--- DATA FOR THIS EXERCISE Enclosed Below ---

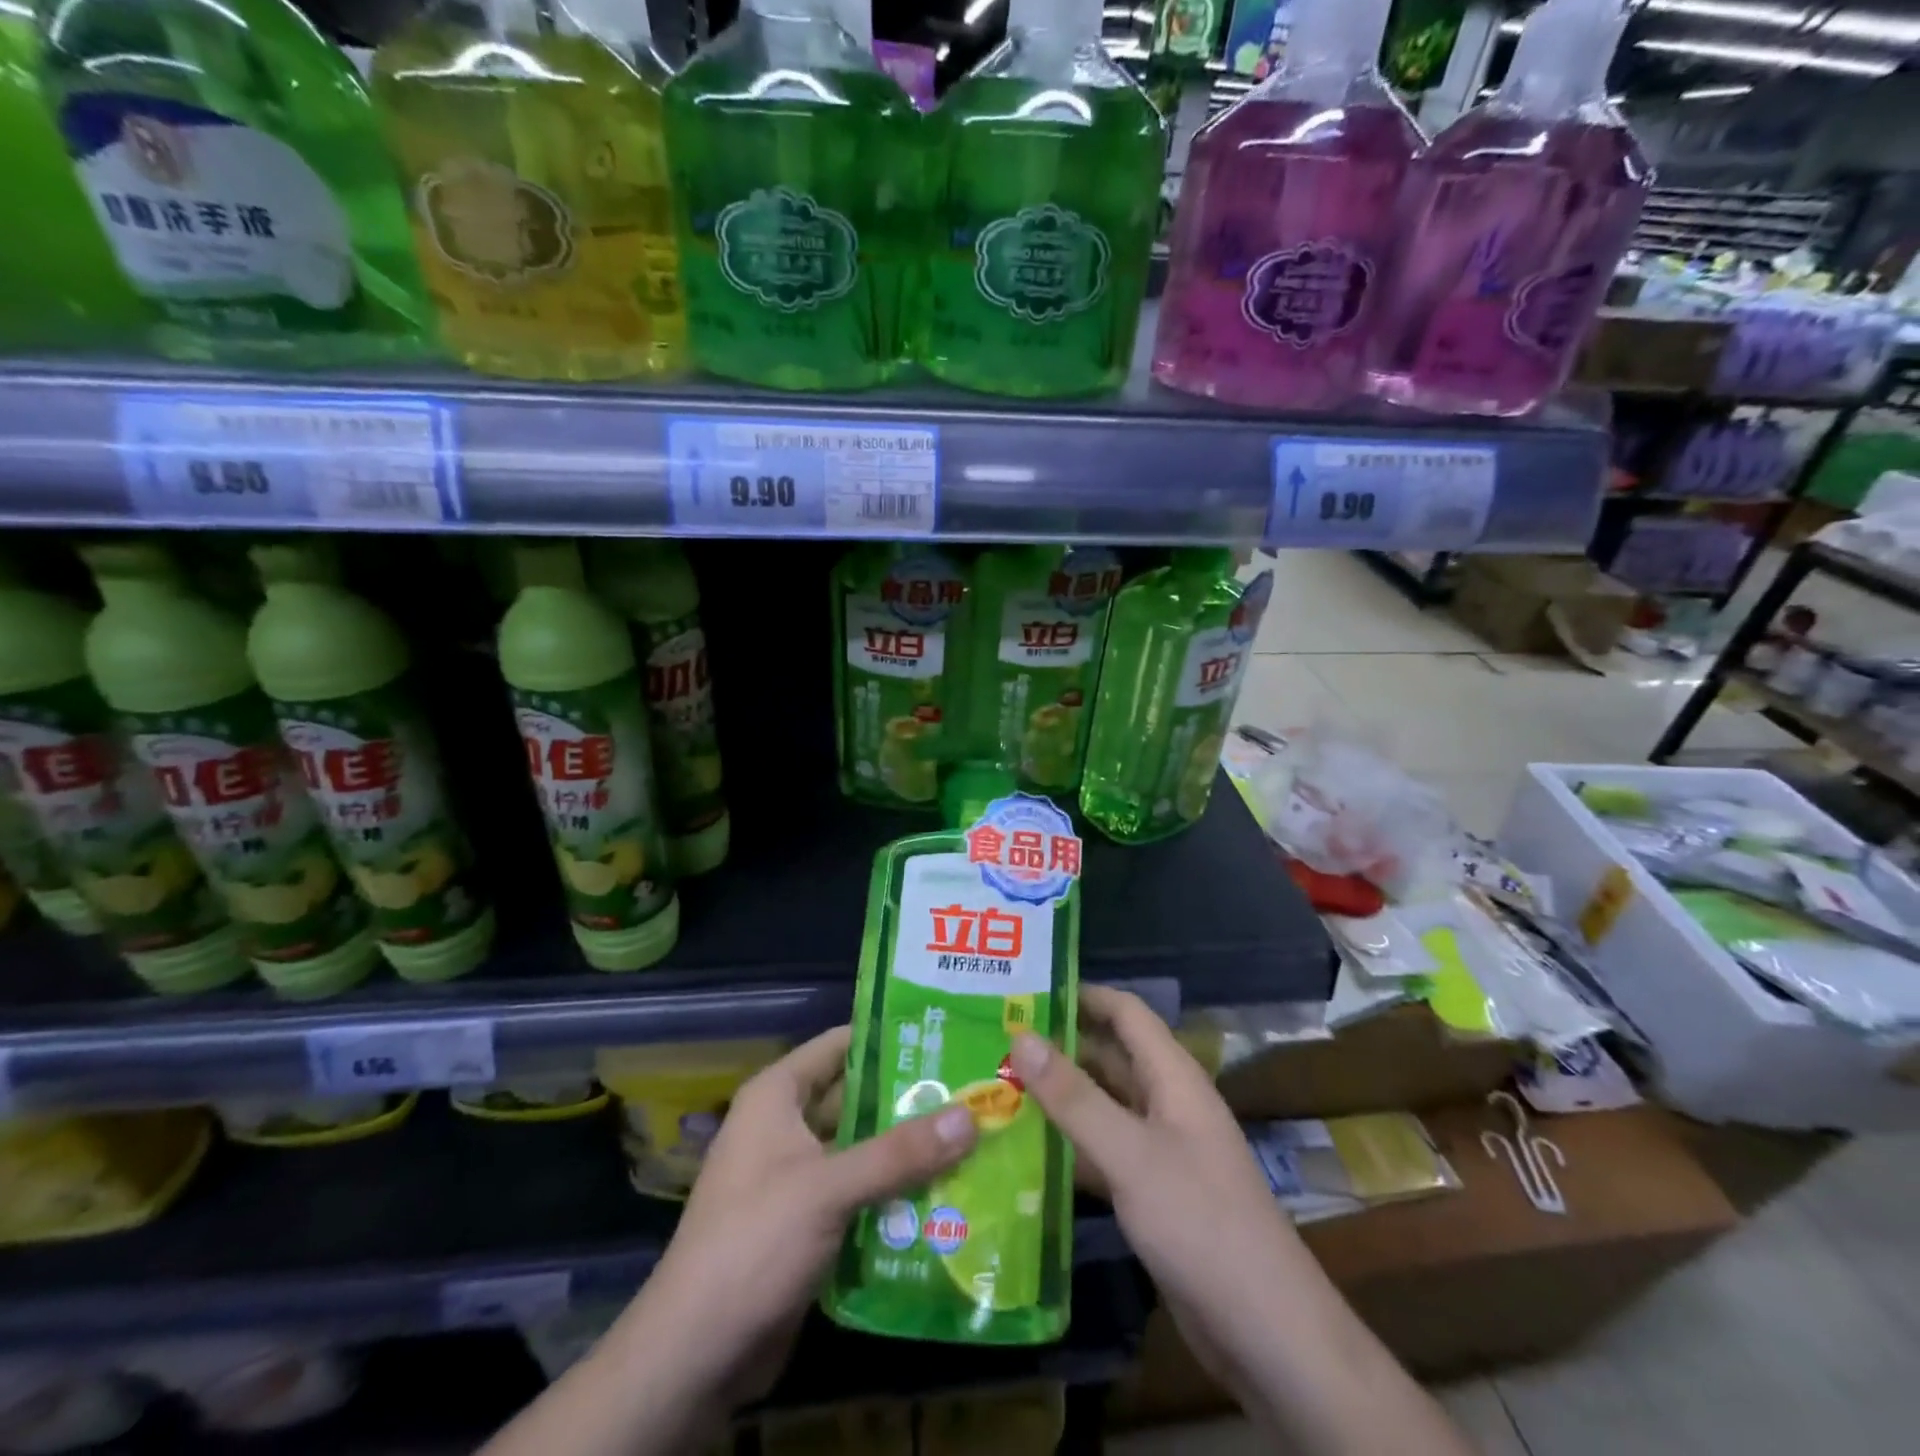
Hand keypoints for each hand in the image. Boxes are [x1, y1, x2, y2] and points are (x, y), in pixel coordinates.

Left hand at [623, 1026, 978, 1409]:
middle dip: (909, 1098)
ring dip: (907, 1150)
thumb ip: (899, 1153)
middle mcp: (786, 1126)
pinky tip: (946, 1193)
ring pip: (862, 1149)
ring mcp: (797, 1177)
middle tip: (971, 1090)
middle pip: (857, 1099)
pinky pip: (860, 1192)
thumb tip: (971, 1115)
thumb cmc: (753, 1243)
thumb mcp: (828, 1189)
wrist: (695, 1355)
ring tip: (973, 1137)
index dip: (888, 1037)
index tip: (944, 1034)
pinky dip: (894, 1192)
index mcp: (778, 1096)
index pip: (840, 1045)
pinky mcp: (808, 1223)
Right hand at [1009, 987, 1297, 1398]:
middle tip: (995, 1043)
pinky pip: (1102, 1153)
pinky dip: (1068, 1148)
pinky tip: (1023, 1153)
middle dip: (1058, 1047)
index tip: (1026, 991)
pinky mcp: (1150, 1193)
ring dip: (1058, 1098)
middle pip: (1108, 1057)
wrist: (1266, 1332)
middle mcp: (1165, 1103)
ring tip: (996, 1089)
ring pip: (1101, 1107)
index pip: (1125, 1013)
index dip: (1081, 995)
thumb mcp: (1130, 1153)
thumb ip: (1074, 1096)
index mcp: (1172, 1077)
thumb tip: (1021, 1035)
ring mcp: (1159, 1151)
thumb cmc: (1200, 1222)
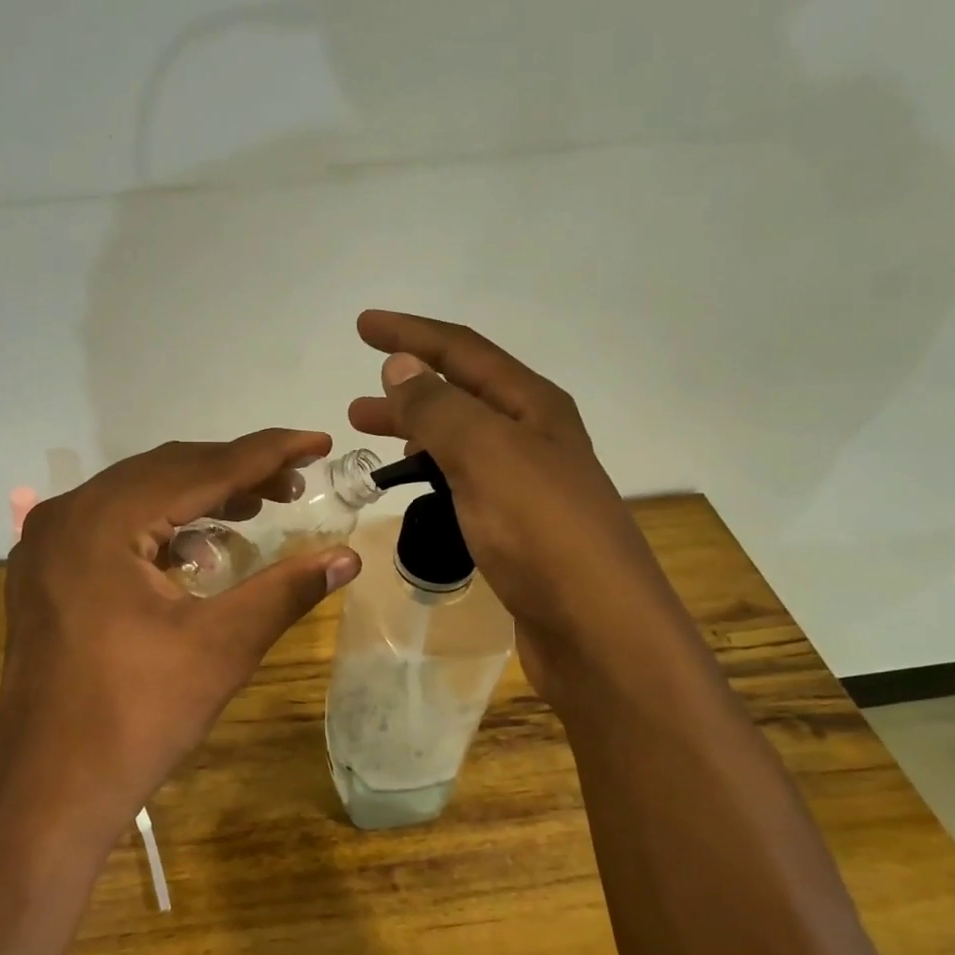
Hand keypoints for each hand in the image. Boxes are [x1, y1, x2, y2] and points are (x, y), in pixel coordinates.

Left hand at [0, 431, 361, 842]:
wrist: (51, 788)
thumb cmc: (138, 717)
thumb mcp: (222, 647)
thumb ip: (287, 590)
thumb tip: (349, 558)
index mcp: (103, 521)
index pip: (200, 469)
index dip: (267, 453)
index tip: (319, 440)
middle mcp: (67, 515)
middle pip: (165, 471)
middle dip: (234, 472)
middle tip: (294, 484)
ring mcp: (47, 543)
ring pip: (137, 495)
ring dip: (198, 497)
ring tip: (257, 508)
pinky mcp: (45, 573)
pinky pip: (112, 525)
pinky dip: (161, 526)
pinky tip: (199, 549)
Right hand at [347, 311, 679, 698]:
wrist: (597, 629)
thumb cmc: (541, 532)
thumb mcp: (485, 456)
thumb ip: (439, 408)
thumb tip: (401, 365)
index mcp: (532, 406)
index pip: (462, 352)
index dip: (411, 334)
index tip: (362, 325)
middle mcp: (533, 436)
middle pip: (460, 395)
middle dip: (407, 388)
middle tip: (357, 403)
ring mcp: (527, 484)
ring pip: (460, 441)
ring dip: (416, 432)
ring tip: (371, 440)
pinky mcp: (517, 527)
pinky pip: (465, 482)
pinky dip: (433, 474)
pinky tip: (414, 488)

--- End of Enclosed DATA FOR THIS EXERCISE ---

From the first line of the records down through the line containing "thumb tip: (1021, 1035)", transcribe exactly those lines and no others, both ends kept, pictures dropped.

Hand keypoints for each hand in the image. Boxes are [x1, y1, x2, y2] and points are (x, y), in pixel coordinates.

Left hand at [623, 1026, 978, 1409]:
middle dip: (909, 1098)
ring dip: (907, 1150)
thumb ip: (899, 1153)
middle mcp: (786, 1126)
pinky tip: (946, 1193)
ring pip: (862, 1149)
ring mcp: (797, 1177)
middle tip: (971, 1090)
middle pip: (857, 1099)
pinky pip: (860, 1192)
thumb tip: (971, 1115)
thumb cmc: (753, 1243)
thumb mcp: (828, 1189)
wrist: (695, 1355)
ring tip: (973, 1137)
index dip: (888, 1037)
index tip: (944, 1034)
pinky dip: (894, 1192)
index mcp: (778, 1096)
index pip: (840, 1045)
pinky mcp: (808, 1223)
Right hand at [1009, 987, 1297, 1398]:
middle tip: (995, 1043)
pinky pip: (1102, 1153)
pinky dip: (1068, 1148)
pinky tip: (1023, 1153)
middle dip: (1058, 1047)
index tip: (1026, 991)
pinky mcp: (1150, 1193)
ring dip: (1058, 1098)
middle pip: (1108, 1057)
wrist: (1266, 1332)
middle mcp: (1165, 1103)
ring tip: (996, 1089)
ring pip: (1101, 1107)
index pip: (1125, 1013)
index dip: (1081, 995)
thumb mcp: (1130, 1153)
thumb ip: (1074, 1096)
index mcp: (1172, 1077)
thumb tip: (1021, 1035)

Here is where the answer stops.